Source data START

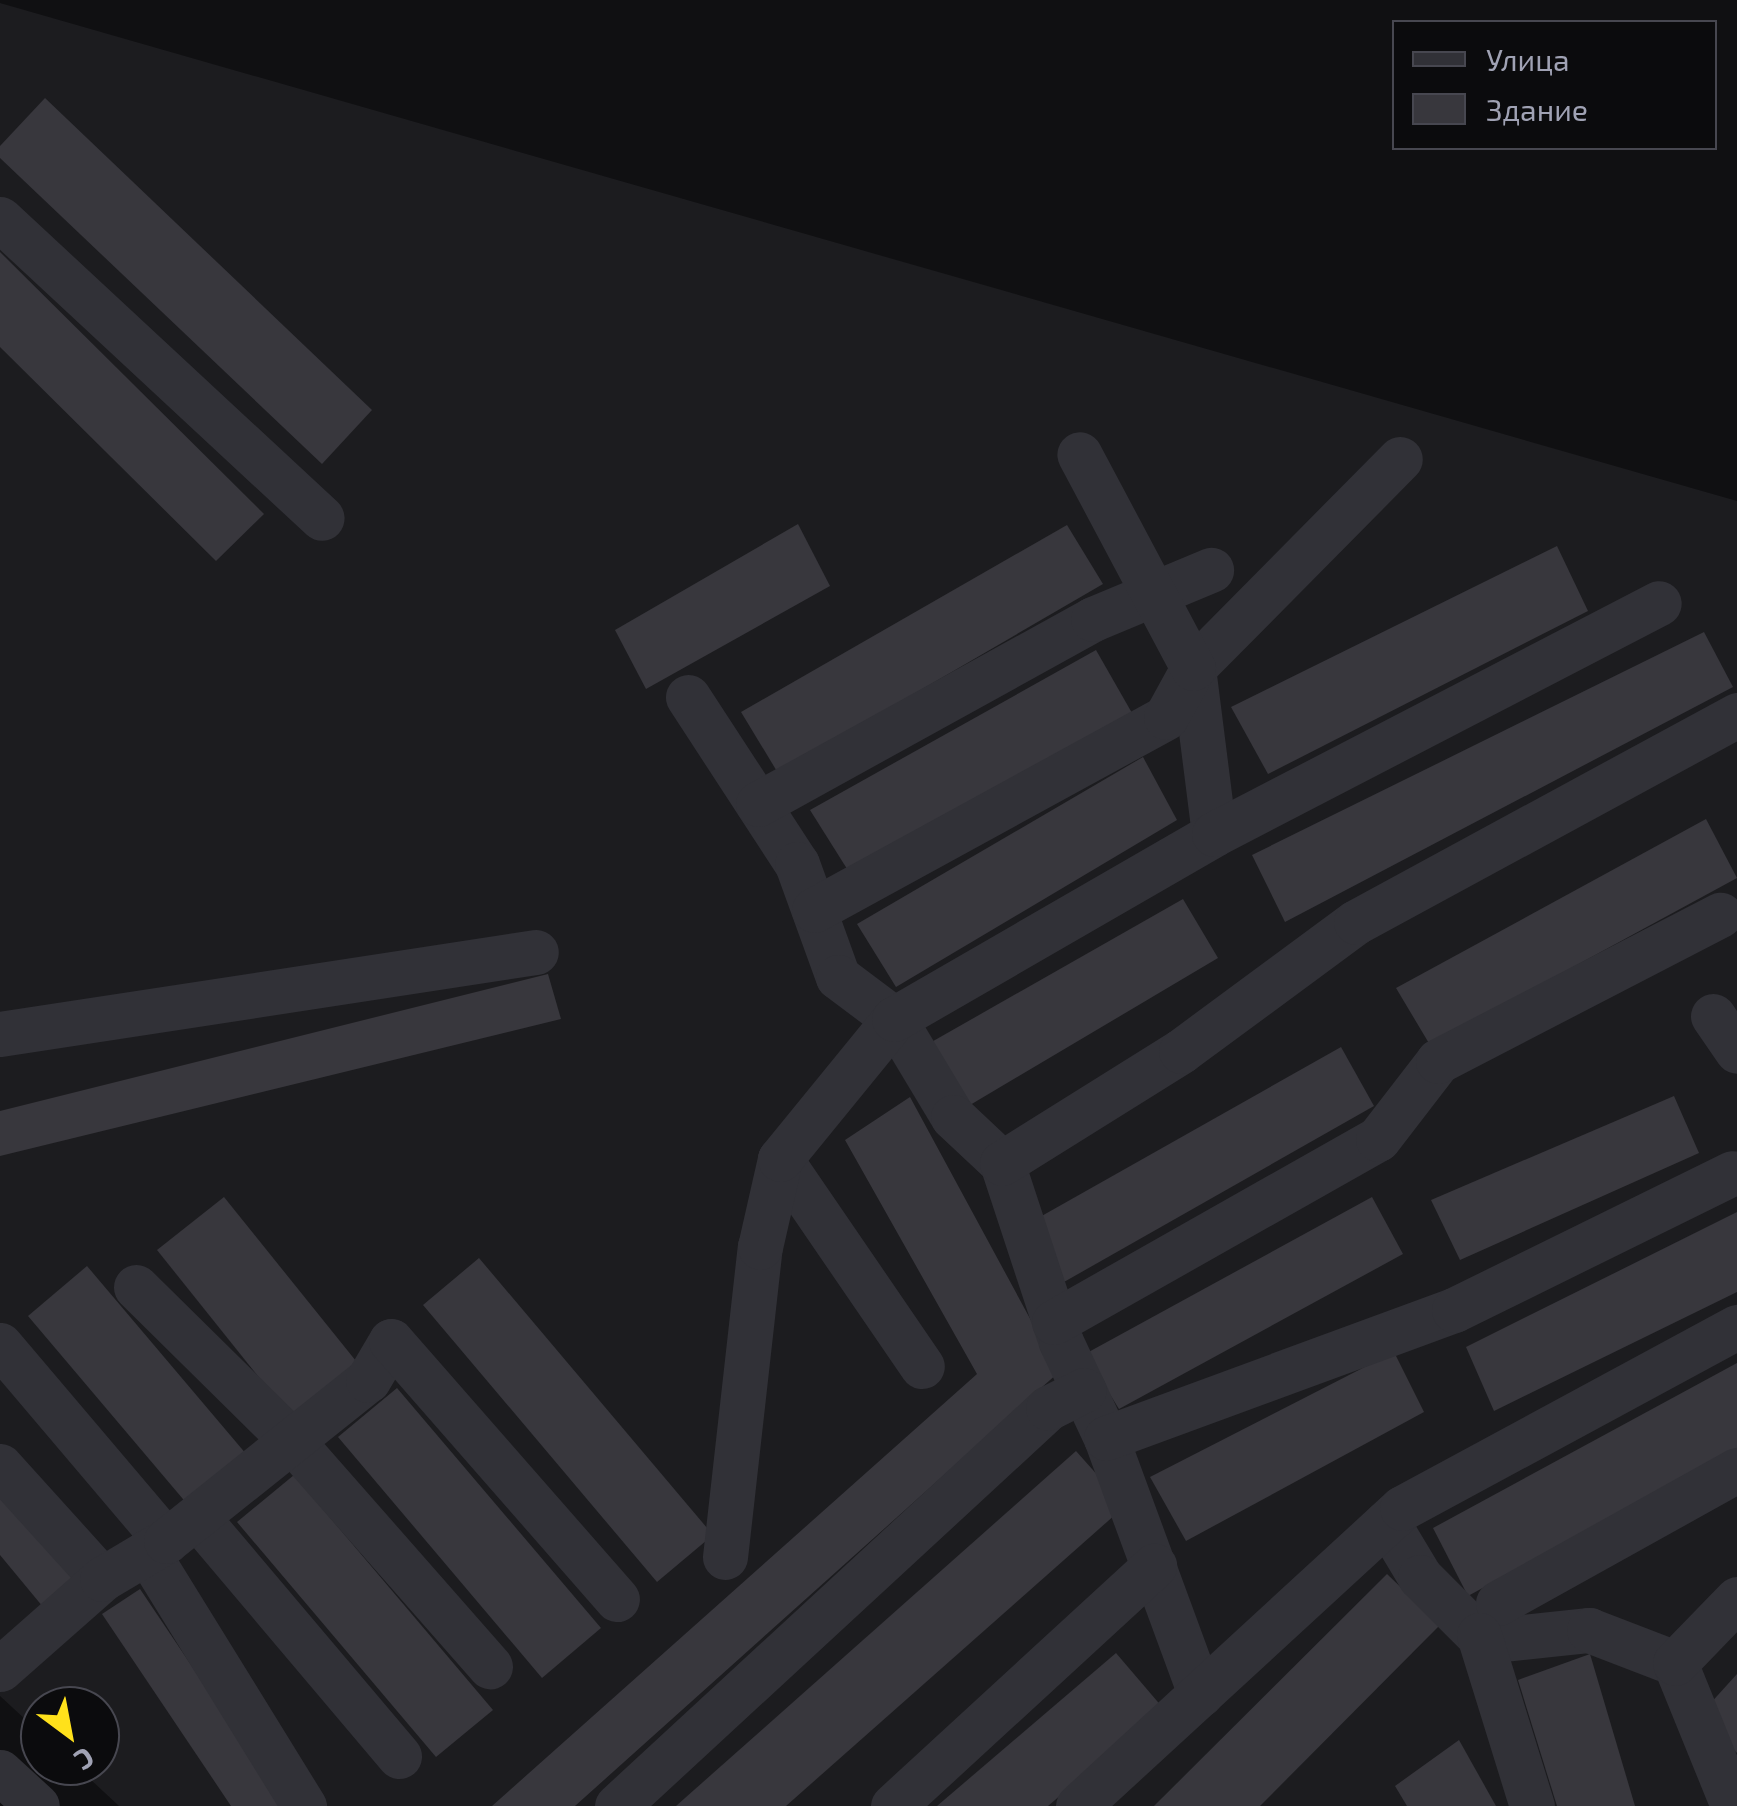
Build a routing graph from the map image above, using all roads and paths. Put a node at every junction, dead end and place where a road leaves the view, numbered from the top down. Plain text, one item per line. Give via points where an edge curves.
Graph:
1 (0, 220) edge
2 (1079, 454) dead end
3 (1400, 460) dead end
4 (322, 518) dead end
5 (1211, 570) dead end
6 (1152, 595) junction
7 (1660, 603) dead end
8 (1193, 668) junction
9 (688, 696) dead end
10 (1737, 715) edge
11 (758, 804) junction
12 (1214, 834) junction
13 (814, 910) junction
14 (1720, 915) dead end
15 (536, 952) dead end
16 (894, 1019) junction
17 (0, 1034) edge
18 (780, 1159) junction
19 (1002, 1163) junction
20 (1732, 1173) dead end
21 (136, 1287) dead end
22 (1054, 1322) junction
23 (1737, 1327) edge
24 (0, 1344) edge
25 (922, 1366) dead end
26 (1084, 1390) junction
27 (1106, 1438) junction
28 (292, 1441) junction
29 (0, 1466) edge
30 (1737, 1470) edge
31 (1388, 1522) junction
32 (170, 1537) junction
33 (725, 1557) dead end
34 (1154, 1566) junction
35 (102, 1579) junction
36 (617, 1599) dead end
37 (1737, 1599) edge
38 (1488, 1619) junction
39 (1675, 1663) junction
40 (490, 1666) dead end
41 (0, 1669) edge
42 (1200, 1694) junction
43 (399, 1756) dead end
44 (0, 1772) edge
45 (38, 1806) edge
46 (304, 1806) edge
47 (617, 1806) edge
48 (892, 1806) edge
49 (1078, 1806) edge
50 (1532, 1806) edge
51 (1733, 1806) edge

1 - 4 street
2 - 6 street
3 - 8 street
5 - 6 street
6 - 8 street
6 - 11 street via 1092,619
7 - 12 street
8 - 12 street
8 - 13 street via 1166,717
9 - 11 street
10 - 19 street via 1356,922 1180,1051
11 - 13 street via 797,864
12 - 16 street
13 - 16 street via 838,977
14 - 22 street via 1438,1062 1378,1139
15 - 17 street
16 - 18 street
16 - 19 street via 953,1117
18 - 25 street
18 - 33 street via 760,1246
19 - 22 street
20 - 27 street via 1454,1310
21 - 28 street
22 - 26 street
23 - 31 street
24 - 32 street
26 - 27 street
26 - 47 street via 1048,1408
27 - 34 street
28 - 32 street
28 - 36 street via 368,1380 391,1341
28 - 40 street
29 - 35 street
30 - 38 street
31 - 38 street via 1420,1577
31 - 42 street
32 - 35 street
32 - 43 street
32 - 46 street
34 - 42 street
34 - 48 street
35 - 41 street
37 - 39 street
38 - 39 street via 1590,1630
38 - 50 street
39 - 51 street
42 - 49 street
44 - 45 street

Source data END
Source data START

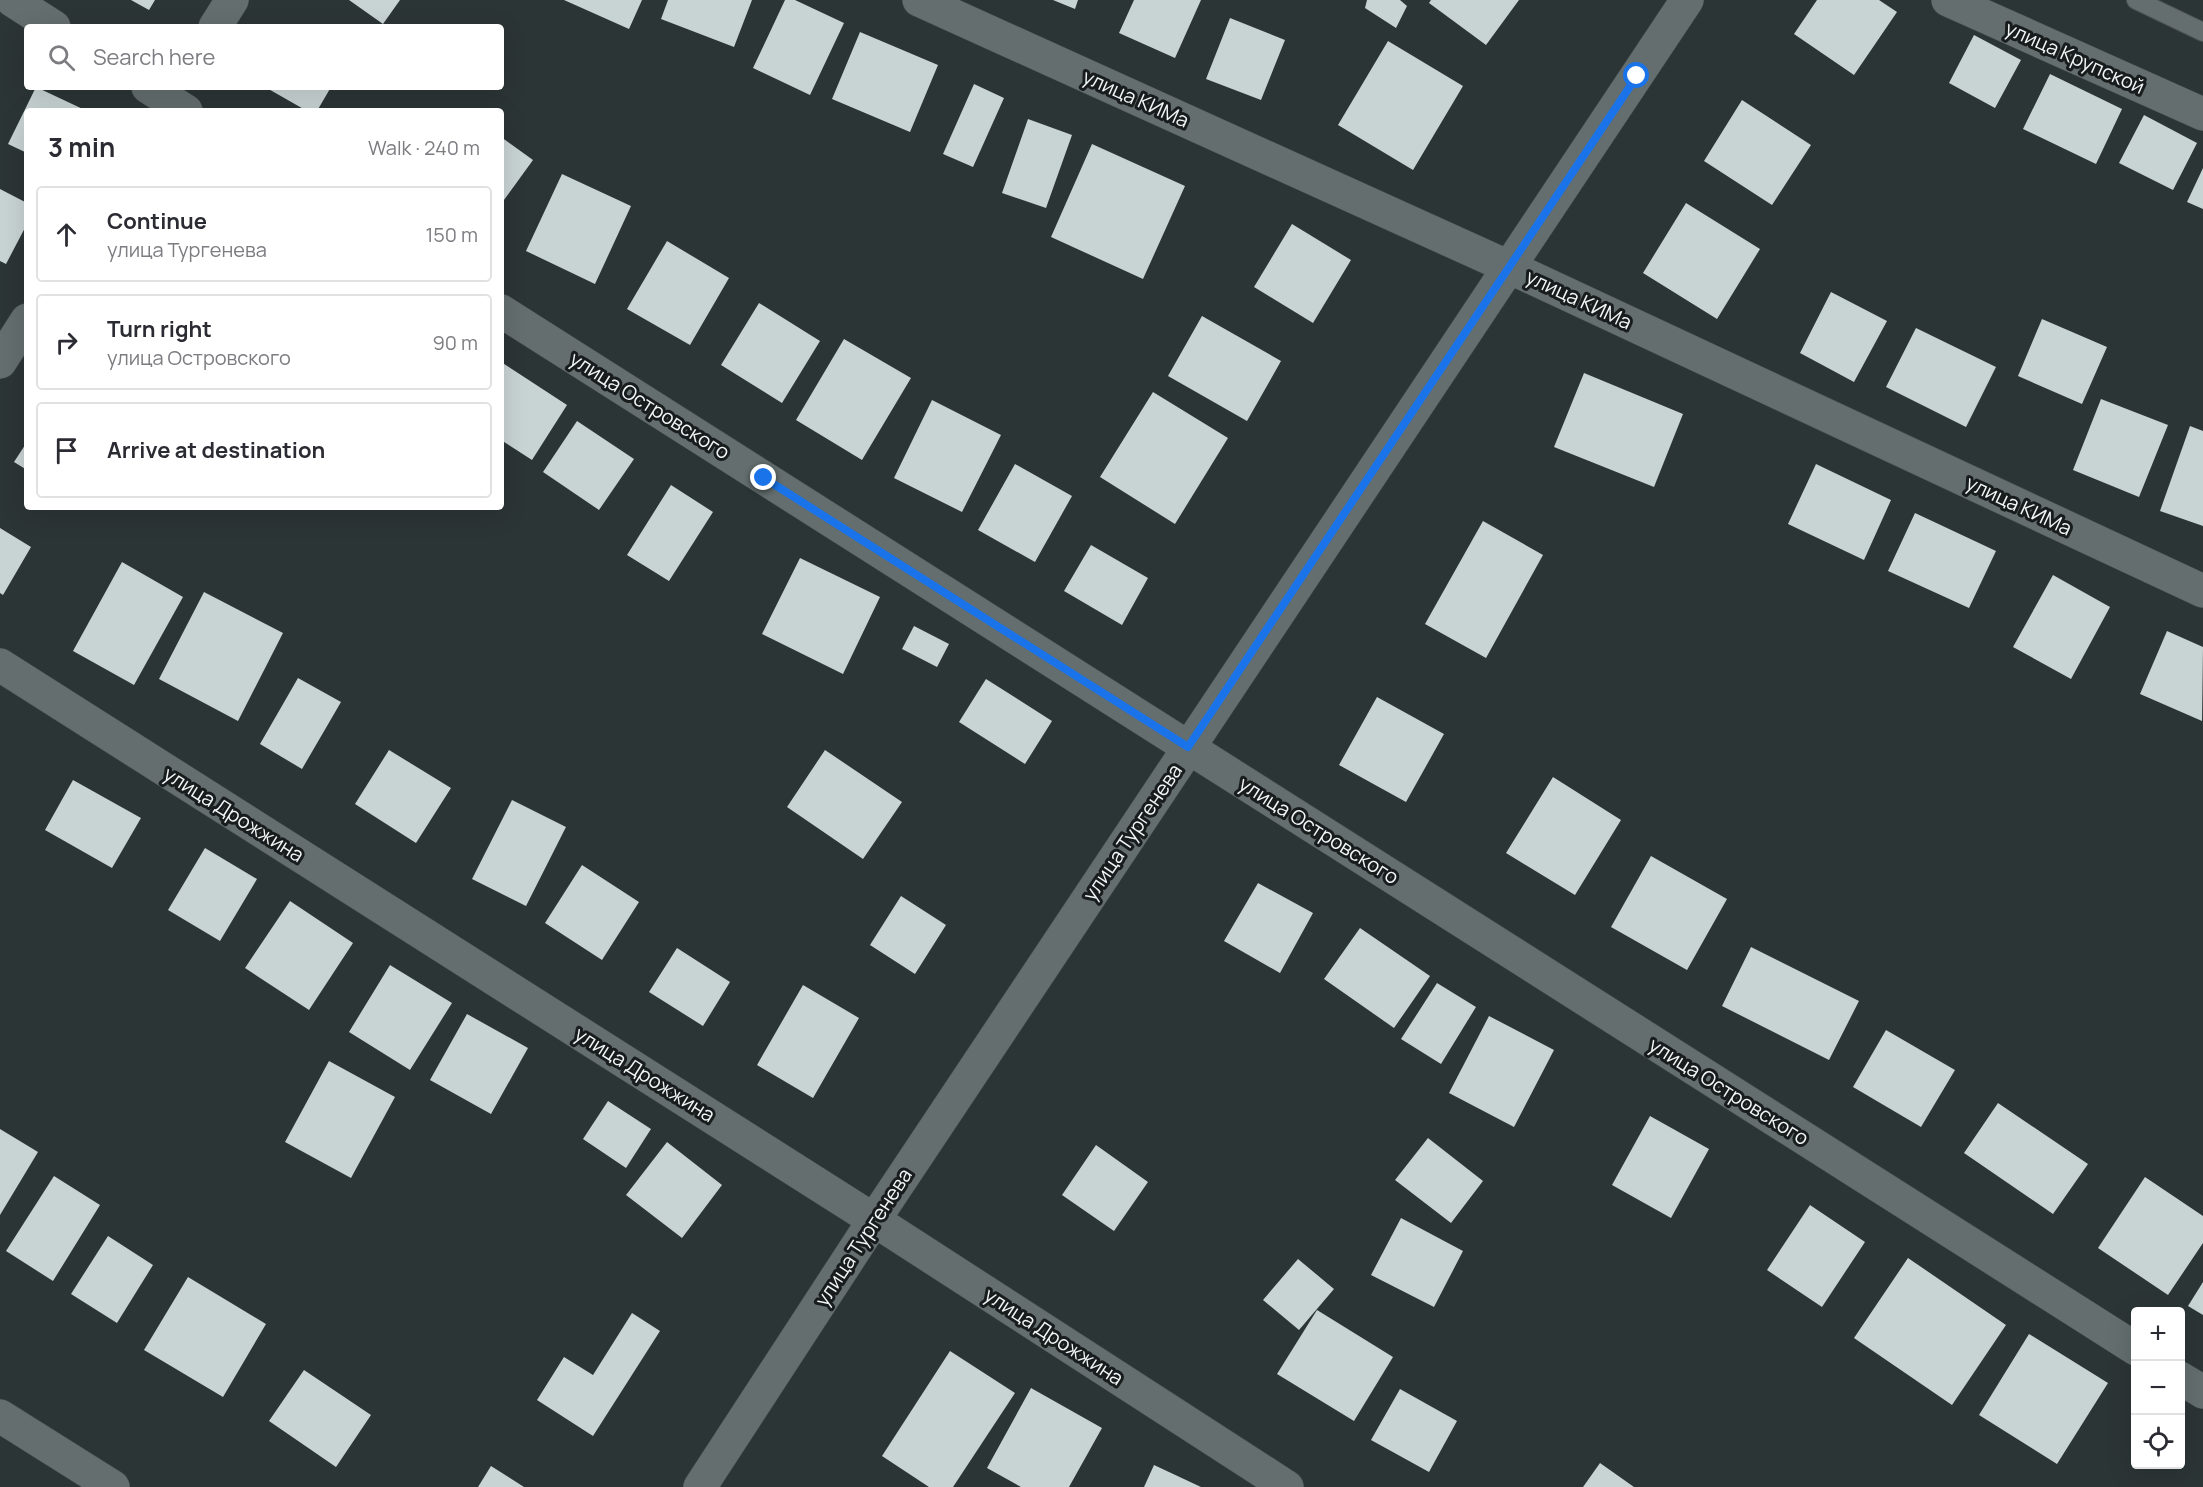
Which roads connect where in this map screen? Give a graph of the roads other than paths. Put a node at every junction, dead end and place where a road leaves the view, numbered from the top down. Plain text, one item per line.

Source data END

What to produce: Could you find every line in the records above that contains the word "down" and copy it?

Response to this task:
Build a routing graph from the map image above, using all roads and paths. Put a node at every junction, dead end and place where a road leaves the view, numbered from the top down. Plain text, one item per line. Give via points where an edge curves.
Which roads connect where in this map screen? Give a graph of the roads other than paths. Put a node at every junction, dead end and place where a road leaves the view, numbered from the top down. Plain text, one item per line.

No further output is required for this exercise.